Los perdedores en particular en el nuevo reparto de bolsillo postpandemia fueron en primer lugar restauración y comedores, con una cuota sobre el presupuesto total que pasó del 8,6% al 6,8%, seguido de paquetes turísticos, adquisición de vehículos, servicios de transporte y, en quinto lugar, vestido.

 

 

Espejismo de la inflación

 

Los datos del INE correspondientes a 2022 son positivos para la moda, negativos para la alimentación. Hasta noviembre, la facturación de los minoristas con las ventas de productos de equipamiento personal registro una subida media a precios corrientes del 17,2% en comparación con el año anterior, mientras que el alza de la alimentación estuvo por debajo de la media, en el 8,5%.

 

Además, el comportamiento sectorial de la inflación no explica este diferente comportamiento de la facturación registrada por el comercio en 2022. Los datos hasta noviembre señalan que la alimentación tira de la alta tasa de Índice de Precios al Consumo (IPC), mientras que con la moda ocurre precisamente lo contrario: de media, en los once primeros meses del año los precios de alimentación y bebidas no alcohólicas han subido un 11,2% (frente al alza media del 8,6% del IPC general) y los de la moda lo han hecho sólo un 2,9%.

 

De esta forma, las ventas minoristas a precios constantes apuntan a que, aunque el sector de la alimentación facture más impulsado por unos precios disparados, su peso en el bolsillo de los consumidores puede estar decayendo.
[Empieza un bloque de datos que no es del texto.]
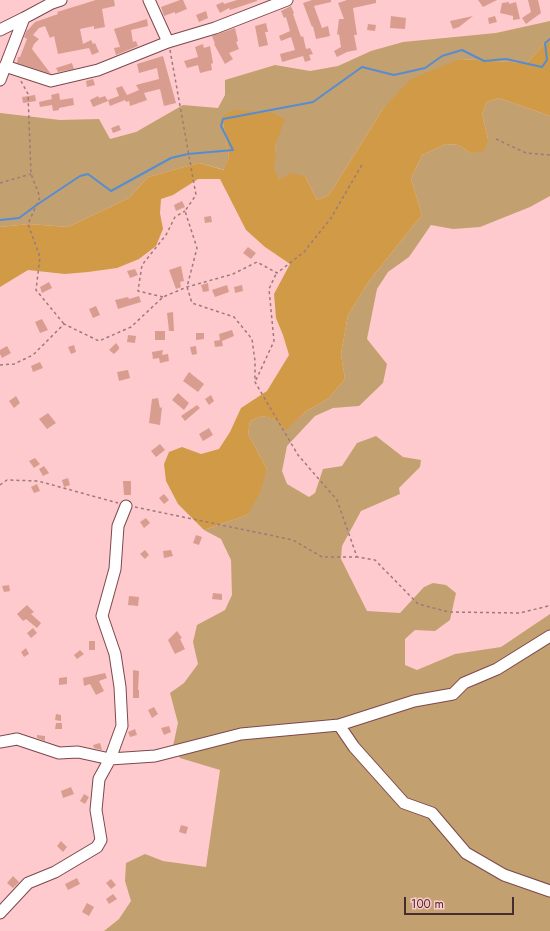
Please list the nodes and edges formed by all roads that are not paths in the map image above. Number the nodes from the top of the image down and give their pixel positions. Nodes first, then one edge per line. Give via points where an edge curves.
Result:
1 (149, 0) edge
2 (287, 0) edge
3 (55, 1) edge
4 (24, 18) junction
5 (0, 30) edge
6 (168, 42) junction
7 (5, 66) junction
8 (0, 80) edge
9 (126, 506) road end
10 (550, 636) edge
11 (339, 725) junction
12 (0, 742) edge
13 (110, 759) junction
14 (550, 891) edge
15 (0, 913) edge

1 - 6 street
2 - 6 street via 214,28
3 - 4 street
4 - 5 street
4 - 7 street
6 - 7 street via 98,70 51,81
7 - 8 street
9 - 13 street via 118,526 115,569 102,616 115,654 120,687 122,726
10 - 11 street via 497,669 464,683 453,694 414,701
11 - 13 street via 241,734 155,756
11 - 14 street via 354,747 404,803 432,813 466,853 504,875
12 - 13 street via 18,739 59,753 78,752
13 - 15 street via 99,779 96,810 101,840 97,847 55,872 28,883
Hasta noviembre, las ventas minoritas decrecieron un 1,6% en el caso de la alimentación descontando el efecto de las subidas de precios, mientras que en los bienes de equipo personal subieron un 14,1%.

 

 

Alimentación vs. moda en Europa

 

En el conjunto de la Unión Europea, la moda también ha perdido en los últimos años cuota de bolsillo frente la alimentación. En 2020, vestido y calzado perdieron siete décimas en el peso que tienen en el presupuesto de los consumidores, hasta el 3,6%, y sólo se recuperó hasta el 3,9% al año siguiente. En cambio, la alimentación ganó en esos dos años, de 2019 a 2021, casi dos puntos, hasta copar el 13,2% del presupuesto de las familias.

 

Tal y como ha ocurrido en España, en el conjunto de la Unión Europea son alimentación, hogar y salud las categorías que más cuota de bolsillo han capturado desde el estallido de la pandemia. Si en 2019 concentraba el 31,7% de los presupuestos familiares, en 2021 esta cuota llegó al 34,3%, según revelan los últimos datos disponibles de Eurostat, la agencia estadística de la Unión Europea.